_Provided entries_.
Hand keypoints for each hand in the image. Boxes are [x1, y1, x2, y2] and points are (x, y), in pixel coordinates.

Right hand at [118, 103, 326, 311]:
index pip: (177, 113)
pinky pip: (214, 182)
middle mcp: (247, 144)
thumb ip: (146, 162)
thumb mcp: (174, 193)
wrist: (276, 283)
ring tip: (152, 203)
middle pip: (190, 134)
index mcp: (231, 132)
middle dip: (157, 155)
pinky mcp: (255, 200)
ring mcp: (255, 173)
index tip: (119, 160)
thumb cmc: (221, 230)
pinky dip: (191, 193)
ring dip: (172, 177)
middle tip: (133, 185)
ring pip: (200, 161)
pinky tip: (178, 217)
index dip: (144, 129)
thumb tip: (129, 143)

_Assigned task_.
Looking at the entries above, state the number of lines that contain "hand" and add nothing more.

_Exercise result_.
2